Minggu, 27 Maret 2016

Another 'First Time'

Hola Darla !

Guess what happened last Sunday?! It was my first time taking part in voluntary jobs since I graduated from senior high school ! I am really excited. I have been longing to do this so long long long ago. I'm glad I can make it finally. I have registered myself officially as volunteer at a social community in my town and unofficially at another informal community. I stop teaching on Sunday so I have more free time to volunteer. Since I am still new, my task might not be really complicated. Some people wonder why I want to do this so badly. It's hard to explain, but I get a bunch of happiness and satisfaction everytime I volunteer. 

I have the mindset that giving is not only about money. I want give as much as I can. For I am not a very wealthy person, I can give much support, much energy and much time. I believe that there is something more important to give rather than money. Let the wealthy do their part and I do my part. Oh, my Mom once worried me about volunteering since she thought of my scoliosis. I might have physical limitation, but I don't limit myself. I take a rest whenever I'm tired and take a proper rest or sleep when I come home. So far, no significant problem and I can do it as how non-scoliosis does. ^^

Ah, this is noteworthy. Beside I obtain happiness and satisfaction, I also learn to enhance myself. Not all volunteers are angels. We are all human that are still learning to be a better person. I realize that I am basically a selfish person. I was once placed at the main gate to greet visitors. We greets people by bowing and smiling. It looked easy, but not until you do it yourself. LOL. We have to start approaching people and offers help. It might seem invisible, but it really cut the 'selfish' me little by little. It also helps me to erase a little part of the 'awkward' me. I kept smiling for more than half day and when I reached home, I still kept smiling like a stupid until my mother called me a crazy. ^^"

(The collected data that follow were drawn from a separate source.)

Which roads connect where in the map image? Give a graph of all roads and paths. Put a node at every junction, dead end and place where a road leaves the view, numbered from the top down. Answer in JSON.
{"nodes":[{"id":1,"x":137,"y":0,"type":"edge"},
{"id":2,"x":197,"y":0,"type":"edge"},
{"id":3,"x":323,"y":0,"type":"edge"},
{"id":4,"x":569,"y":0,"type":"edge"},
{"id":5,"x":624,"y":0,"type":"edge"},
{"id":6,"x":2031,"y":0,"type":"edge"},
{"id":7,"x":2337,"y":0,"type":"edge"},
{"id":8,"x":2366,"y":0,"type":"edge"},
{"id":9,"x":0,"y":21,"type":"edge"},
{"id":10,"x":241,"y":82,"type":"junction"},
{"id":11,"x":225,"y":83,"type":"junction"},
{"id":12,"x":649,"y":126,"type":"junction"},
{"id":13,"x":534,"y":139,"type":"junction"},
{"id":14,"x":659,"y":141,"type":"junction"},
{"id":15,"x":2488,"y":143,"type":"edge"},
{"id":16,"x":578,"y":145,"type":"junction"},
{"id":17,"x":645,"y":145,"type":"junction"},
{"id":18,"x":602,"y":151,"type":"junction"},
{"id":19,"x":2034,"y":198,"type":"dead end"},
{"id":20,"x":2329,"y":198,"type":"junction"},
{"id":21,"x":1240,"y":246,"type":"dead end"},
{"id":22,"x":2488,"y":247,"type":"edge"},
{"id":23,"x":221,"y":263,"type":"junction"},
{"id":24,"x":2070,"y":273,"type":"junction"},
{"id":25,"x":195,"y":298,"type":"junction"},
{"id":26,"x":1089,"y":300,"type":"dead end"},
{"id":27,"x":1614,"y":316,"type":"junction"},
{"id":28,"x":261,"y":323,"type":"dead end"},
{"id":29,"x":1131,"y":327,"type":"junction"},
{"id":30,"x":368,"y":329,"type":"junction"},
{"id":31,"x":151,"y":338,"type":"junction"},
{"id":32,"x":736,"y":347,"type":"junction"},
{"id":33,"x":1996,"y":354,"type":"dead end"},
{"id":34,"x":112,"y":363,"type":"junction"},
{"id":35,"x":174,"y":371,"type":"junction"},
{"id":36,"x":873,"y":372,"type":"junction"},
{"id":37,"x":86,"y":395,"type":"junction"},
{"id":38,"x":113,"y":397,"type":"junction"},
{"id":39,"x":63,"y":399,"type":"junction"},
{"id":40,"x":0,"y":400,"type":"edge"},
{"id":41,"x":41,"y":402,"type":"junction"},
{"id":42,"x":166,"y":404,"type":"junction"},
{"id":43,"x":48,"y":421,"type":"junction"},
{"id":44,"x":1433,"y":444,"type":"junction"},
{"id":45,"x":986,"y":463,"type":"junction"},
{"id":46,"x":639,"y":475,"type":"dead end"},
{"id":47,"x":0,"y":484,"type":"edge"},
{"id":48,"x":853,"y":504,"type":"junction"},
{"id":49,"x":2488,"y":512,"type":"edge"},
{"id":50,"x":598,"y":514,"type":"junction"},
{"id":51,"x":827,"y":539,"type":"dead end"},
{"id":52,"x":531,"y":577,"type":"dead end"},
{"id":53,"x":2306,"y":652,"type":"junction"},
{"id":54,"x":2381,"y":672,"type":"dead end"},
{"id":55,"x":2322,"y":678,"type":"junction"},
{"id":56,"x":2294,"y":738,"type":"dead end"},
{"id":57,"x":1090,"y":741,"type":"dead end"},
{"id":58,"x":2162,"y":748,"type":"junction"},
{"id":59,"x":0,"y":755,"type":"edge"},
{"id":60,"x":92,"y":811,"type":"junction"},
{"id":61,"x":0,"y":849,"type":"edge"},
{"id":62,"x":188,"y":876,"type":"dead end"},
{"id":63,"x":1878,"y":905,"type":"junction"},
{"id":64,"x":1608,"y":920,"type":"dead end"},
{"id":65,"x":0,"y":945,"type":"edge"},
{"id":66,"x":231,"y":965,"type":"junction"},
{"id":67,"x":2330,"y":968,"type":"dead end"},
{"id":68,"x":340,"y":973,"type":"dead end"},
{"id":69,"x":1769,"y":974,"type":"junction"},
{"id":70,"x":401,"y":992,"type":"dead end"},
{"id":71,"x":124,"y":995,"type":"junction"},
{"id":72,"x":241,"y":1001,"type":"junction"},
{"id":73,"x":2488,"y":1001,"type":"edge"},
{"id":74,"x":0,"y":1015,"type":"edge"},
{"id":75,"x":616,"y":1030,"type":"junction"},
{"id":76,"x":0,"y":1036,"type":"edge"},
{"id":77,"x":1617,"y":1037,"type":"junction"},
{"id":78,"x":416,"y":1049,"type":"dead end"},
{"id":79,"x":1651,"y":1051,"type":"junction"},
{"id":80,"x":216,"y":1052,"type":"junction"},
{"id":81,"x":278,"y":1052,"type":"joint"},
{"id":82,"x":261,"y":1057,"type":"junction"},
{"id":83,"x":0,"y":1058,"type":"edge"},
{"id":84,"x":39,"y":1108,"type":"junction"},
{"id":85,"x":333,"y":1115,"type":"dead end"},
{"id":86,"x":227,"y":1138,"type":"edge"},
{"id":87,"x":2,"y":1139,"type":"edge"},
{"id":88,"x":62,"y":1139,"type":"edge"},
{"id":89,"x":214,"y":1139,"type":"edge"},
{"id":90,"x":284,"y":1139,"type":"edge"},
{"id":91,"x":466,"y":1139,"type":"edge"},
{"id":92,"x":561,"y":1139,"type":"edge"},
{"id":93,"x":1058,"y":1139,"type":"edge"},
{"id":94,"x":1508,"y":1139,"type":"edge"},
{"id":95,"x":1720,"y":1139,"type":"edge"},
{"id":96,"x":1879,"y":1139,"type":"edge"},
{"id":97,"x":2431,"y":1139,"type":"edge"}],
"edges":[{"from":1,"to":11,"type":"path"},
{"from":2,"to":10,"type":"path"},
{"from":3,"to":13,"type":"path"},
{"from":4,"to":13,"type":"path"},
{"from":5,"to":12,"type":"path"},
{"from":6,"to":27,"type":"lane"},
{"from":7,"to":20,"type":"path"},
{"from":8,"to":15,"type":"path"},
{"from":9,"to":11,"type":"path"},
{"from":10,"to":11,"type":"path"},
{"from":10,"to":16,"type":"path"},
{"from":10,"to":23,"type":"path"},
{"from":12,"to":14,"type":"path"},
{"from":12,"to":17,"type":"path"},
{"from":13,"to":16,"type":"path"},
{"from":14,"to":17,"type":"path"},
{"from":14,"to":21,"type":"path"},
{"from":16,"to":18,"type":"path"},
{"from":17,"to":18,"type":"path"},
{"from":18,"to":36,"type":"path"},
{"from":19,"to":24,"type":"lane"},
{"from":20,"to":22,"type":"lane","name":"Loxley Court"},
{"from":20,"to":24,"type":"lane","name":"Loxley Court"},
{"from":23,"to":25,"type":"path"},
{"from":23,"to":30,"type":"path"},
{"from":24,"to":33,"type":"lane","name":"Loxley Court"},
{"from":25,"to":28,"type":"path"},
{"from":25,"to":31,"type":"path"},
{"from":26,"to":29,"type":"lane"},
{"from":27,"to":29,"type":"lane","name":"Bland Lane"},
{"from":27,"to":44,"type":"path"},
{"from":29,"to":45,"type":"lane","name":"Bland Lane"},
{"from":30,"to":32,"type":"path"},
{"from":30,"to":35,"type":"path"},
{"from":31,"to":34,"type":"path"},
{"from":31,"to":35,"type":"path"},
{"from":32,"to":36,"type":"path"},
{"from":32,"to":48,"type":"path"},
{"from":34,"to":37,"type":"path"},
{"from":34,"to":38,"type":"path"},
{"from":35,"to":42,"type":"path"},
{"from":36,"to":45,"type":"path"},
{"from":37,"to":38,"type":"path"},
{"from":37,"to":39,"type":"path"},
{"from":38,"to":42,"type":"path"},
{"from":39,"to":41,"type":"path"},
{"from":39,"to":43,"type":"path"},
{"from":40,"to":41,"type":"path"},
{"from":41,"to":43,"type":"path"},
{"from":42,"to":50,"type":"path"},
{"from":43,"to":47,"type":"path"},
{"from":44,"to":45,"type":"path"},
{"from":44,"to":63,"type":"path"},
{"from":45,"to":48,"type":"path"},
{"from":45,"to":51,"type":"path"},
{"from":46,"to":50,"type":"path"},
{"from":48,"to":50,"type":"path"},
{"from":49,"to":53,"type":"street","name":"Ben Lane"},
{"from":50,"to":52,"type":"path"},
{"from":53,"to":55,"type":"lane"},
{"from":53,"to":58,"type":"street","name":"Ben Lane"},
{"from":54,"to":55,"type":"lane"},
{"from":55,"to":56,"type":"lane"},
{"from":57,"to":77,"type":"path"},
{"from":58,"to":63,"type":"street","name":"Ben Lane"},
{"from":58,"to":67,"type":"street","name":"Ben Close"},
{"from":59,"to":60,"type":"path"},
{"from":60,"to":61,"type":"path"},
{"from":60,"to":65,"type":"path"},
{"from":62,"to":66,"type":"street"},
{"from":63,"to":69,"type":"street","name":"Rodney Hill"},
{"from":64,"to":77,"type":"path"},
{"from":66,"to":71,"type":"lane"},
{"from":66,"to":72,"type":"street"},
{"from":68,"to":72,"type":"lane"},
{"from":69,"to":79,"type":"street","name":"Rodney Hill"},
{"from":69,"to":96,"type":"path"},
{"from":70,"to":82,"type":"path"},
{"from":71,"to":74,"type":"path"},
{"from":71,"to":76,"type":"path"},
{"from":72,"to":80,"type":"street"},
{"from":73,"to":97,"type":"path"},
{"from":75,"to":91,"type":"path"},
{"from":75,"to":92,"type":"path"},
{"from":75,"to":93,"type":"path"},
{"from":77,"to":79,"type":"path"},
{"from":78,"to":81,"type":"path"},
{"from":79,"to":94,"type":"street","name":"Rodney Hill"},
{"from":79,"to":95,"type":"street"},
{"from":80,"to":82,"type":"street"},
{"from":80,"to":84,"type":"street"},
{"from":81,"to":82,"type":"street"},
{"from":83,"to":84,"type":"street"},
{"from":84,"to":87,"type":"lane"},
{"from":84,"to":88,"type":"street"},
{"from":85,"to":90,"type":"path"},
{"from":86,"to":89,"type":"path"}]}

Well, it is wonderful experience and I wait for another wonderful things. Thank you God for the great opportunities.

Sabtu, 05 Maret 2016

The Thick Blood

Blood is thicker than water.

Uncle is not feeling really well. He experienced constant pain. Few days ago, uncle found that he has a tumor. Surgery needs to be done in order to prevent the development of the tumor. Uncle is mom's elder brother. When Mom knows about it, Mom suggests him to do the surgery immediately. On the other day, Mom found out that auntie (mom's elder sister) had been diagnosed having a tumor but it is still not certain. She needs to do further checking. Mom seemed cool and tell her siblings to have immediate treatment or anything necessary.

Uncle lives in Binjai and Auntie lives in Jakarta. We live in separated cities. Since Binjai is not really far from Medan, we still can visit Uncle during Chinese New Year or any other occassions. Auntie seldom comes back to Medan and she just can keep in touch with Mom via telephone. Mom is not the type to express her feeling bluntly. She does worry, but still acts cool. Her eyes held tears when told a family member about this.

Then today, Mom gave them a call. Auntie has done thorough checking and doctor said that she is okay. She even does a short travelling after those checking. Uncle has done the surgery in Penang, but his condition is still not really good. He experiences hemorrhage and it continues after surgery. It makes him worries so much. Uncle is a very strict man. On the phone, he told mom about his current condition and burst in tears. He couldn't continue the conversation and hung up the phone. Mom couldn't stop her tears when she heard uncle's trembling voice. Uncle then sent a message that Mom may not worry about him. He told mom that he is sad, he had a dream about meeting passed-away grandma and auntie. He kept calling them but neither of them answered him. Mom asked me to reply the message, to tell uncle to keep strong, to have no worry, and tell him everything is gonna be alright. Mom burst in tears and kept crying for the rest of  day.

Well, that is really heartbreaking. I am not really close to uncle or auntie. From my point of view, Mom has not been really close with uncle or auntie, too. Adults are adults. They don't express their feeling really well. Even sometimes they fight over something that I think ridiculous. However, hard times reveal people who care about you. Despite of Mom's roles as a mother, she has been a sister, a little girl that ever played and fight with her parents and siblings. Now she grows up as an adult and as a mother, takes care of us. She has lost parents and some of her siblings. She is still a sister that is scared to lose her siblings. 

After once lost my father, I exactly know how it feels to lose our beloved. I'm not that "daddy's little girl" type, but he is my daddy and his absence left a big hole inside me. Although daddy is not perfect, I just hope that he was still present, that I could give him a call, listen to his silly jokes, or be mad to him, as long as he existed. I cannot imagine what Mom has been through this long. Reaching this age, she has experienced many loss of beloved. You have no idea how big the hole inside her. She must be that scared to lose more of her beloved ones.

No one knows what God's plan is. Everything is so unpredictable. People come and go. As long as you have time to express your love, love to the fullest and express it.